Le quartier de Lyon Perrache est un morceau de voyage à lui tout seul. Entre le va-et-vient des trains et celui des bagnoles roulant sur l’autoroute du Sud à vive allure, il y a ce petit Club à l’aspect de bouchon lyonnais vu de l’extérieur. Il s’y ébauche de la musique innovante et/ou du Jazz, dans les différentes plongées que s’autorise ce sous-marin, lorsqu’il laisse émerger son Périscope, un tantinet voyeur en temps de guerre froide.
Nous n’y rentrons pas innocemment puisque cet effort de présence s’accompagne d’une intention bien réelle d’écouter ce soir-là le Trio SAN composé de Satoko Fujii (piano), Taiko Saito (vibraphone) et Yuko Oshima (batterie).

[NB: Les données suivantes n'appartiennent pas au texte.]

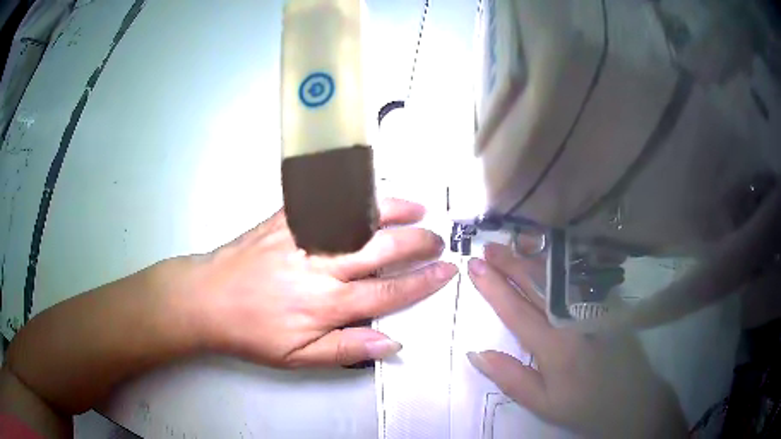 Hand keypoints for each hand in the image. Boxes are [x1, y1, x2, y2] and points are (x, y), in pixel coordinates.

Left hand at [173, 198, 457, 367]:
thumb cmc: (252, 332)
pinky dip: (353, 194)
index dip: (422, 281)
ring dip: (393, 211)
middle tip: (437, 240)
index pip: (389, 292)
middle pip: (382, 249)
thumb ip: (346, 350)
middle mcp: (322, 267)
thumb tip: (391, 342)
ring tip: (417, 209)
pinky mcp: (286, 219)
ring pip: (359, 220)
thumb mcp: (297, 357)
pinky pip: (326, 201)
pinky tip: (369, 192)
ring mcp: (304, 237)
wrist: (207, 299)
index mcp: (328, 305)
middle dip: (417, 243)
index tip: (445, 271)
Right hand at [465, 243, 687, 437]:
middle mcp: (574, 319)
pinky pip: (578, 278)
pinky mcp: (607, 303)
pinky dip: (560, 262)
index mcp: (555, 347)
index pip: (517, 310)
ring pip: (559, 276)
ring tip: (512, 244)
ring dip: (533, 258)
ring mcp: (594, 307)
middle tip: (487, 248)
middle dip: (510, 263)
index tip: (474, 266)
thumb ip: (511, 378)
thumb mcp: (543, 403)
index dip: (494, 287)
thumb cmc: (583, 404)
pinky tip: (549, 254)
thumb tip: (476, 353)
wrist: (631, 398)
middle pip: (538, 284) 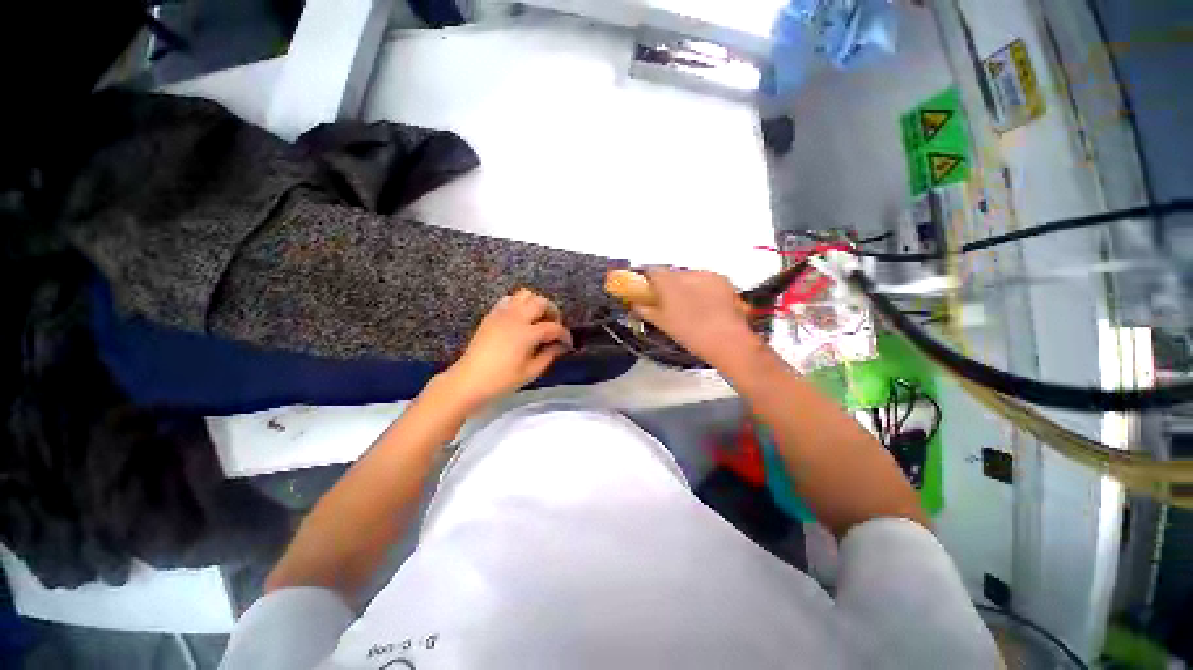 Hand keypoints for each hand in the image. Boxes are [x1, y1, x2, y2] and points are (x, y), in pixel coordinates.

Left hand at [440, 288, 573, 409]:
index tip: (568, 344)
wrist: (469, 380)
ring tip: (538, 319)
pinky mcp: (492, 315)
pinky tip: (521, 318)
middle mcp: (516, 317)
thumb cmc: (502, 380)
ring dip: (536, 304)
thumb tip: (559, 346)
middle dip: (553, 312)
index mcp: (527, 333)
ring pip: (525, 294)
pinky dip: (519, 304)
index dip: (565, 335)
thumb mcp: (531, 372)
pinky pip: (509, 299)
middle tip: (555, 327)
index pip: (554, 327)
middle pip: (541, 302)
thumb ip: (548, 355)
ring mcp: (502, 314)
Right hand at [632, 269, 760, 365]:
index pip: (651, 271)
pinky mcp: (722, 279)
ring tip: (690, 306)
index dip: (647, 279)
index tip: (647, 289)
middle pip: (671, 273)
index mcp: (668, 282)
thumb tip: (636, 306)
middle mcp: (686, 273)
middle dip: (668, 284)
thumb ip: (645, 310)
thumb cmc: (690, 333)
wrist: (726, 339)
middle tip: (668, 302)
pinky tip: (705, 305)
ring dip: (686, 286)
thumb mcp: (662, 323)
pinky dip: (702, 288)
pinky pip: (706, 280)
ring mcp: (706, 275)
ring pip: (689, 276) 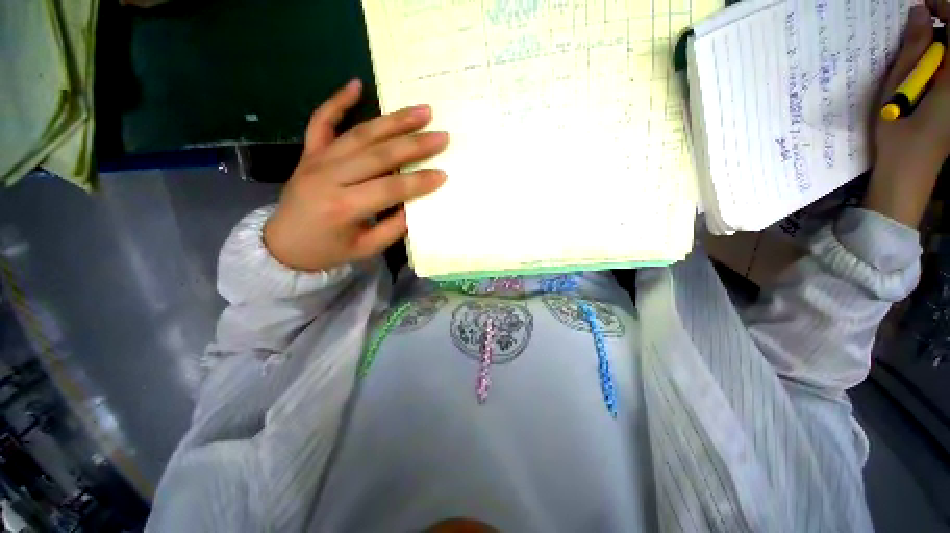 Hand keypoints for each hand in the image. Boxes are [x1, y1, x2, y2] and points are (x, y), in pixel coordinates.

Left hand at [263, 80, 448, 271]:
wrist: (282, 245)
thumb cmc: (328, 251)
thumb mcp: (366, 248)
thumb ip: (394, 227)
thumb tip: (418, 204)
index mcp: (344, 207)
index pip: (390, 188)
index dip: (419, 181)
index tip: (443, 173)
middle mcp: (329, 177)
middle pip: (378, 154)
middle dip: (414, 144)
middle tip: (441, 135)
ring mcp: (316, 160)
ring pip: (360, 134)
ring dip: (393, 121)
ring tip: (421, 111)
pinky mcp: (308, 152)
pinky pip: (322, 121)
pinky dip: (337, 101)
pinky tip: (356, 84)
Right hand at [868, 1, 949, 227]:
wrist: (907, 177)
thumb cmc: (898, 137)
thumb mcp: (897, 92)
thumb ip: (912, 51)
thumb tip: (920, 14)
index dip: (944, 8)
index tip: (924, 7)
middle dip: (943, 24)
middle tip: (919, 23)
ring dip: (940, 44)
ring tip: (919, 46)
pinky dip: (941, 60)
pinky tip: (927, 65) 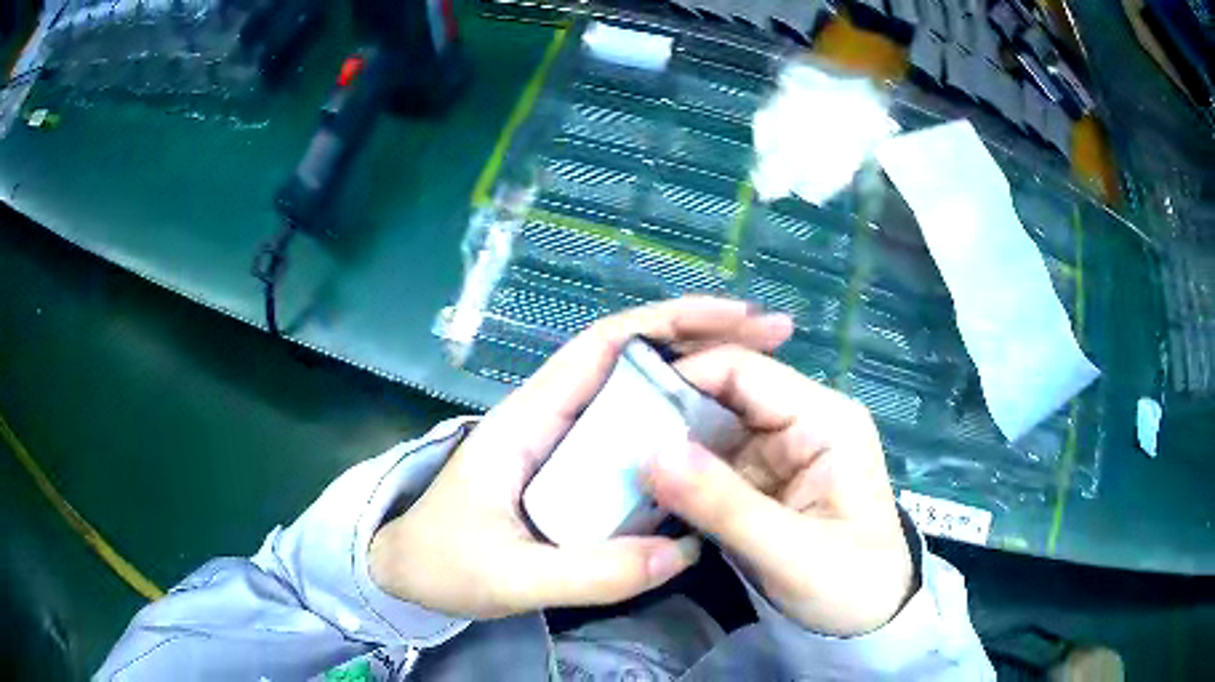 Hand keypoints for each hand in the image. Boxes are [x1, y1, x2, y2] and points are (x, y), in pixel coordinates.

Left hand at [370, 297, 793, 618]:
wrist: (405, 573)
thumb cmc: (441, 564)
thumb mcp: (507, 577)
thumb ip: (587, 573)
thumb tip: (683, 551)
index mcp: (529, 419)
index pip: (604, 346)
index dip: (671, 322)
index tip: (736, 319)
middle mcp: (551, 416)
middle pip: (632, 357)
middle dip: (701, 337)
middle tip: (772, 338)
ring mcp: (563, 443)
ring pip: (637, 396)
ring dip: (695, 381)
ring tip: (761, 381)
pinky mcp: (571, 471)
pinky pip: (631, 441)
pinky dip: (675, 431)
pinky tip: (715, 444)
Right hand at [642, 346, 913, 636]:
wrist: (872, 620)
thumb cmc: (849, 585)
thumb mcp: (789, 552)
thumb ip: (723, 504)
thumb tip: (651, 453)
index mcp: (824, 419)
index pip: (744, 371)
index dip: (683, 378)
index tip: (623, 405)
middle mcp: (804, 420)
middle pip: (725, 392)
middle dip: (670, 410)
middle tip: (612, 436)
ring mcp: (784, 449)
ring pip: (714, 426)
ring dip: (672, 443)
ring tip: (619, 459)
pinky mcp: (768, 477)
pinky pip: (716, 460)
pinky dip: (684, 472)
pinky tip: (648, 484)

L’entrée en matière se répartit sur une déambulation méthodiquement échelonnée. L’axe triangulaire place sa concentration, avant que ne viennent se déposer les parties robustes où se joueront des mises en perspectives promptes à prendre des initiatives intentionnellement, propices à l’épanouissement de la triade. Le piano, le vibraphone, la batterie ne sont pas épargnés par la rigueur et la précision avec lesquels ils se retrouvent mis à l’épreuve. Cet ascenseur imaginaire de trois étages s’enroule dans les maillons d’une chaine purement inspirée par sa contemporanéité, habilement entrainée par une sorte de maitrise décomplexée. Parfois il y a du feu dans la pièce par des emportements malgré tout contenus où elles s’évitent tout risque d’empiétements de piétinements inappropriés. Les impressions auditives les conduisent à la sensation tactile, vers quelque chose à l’esprit froissé de plus granuleux ou à l’inverse pincé à la surface lisse. Une possibilité de converser volontairement avec son instrument, d’y tracer des formes du doigt, de la main, de l’archet, des figures sonores à la manière d’un jeu comme s’il s’agissait d’un bloc de pâte. Une attitude d’auto-observation mutuelle participe à se convaincre de la dimension du volume intermittent irrégulier où se déploie du bruissement écrasé, rapetissé, pour finalement rejoindre la transition suivante.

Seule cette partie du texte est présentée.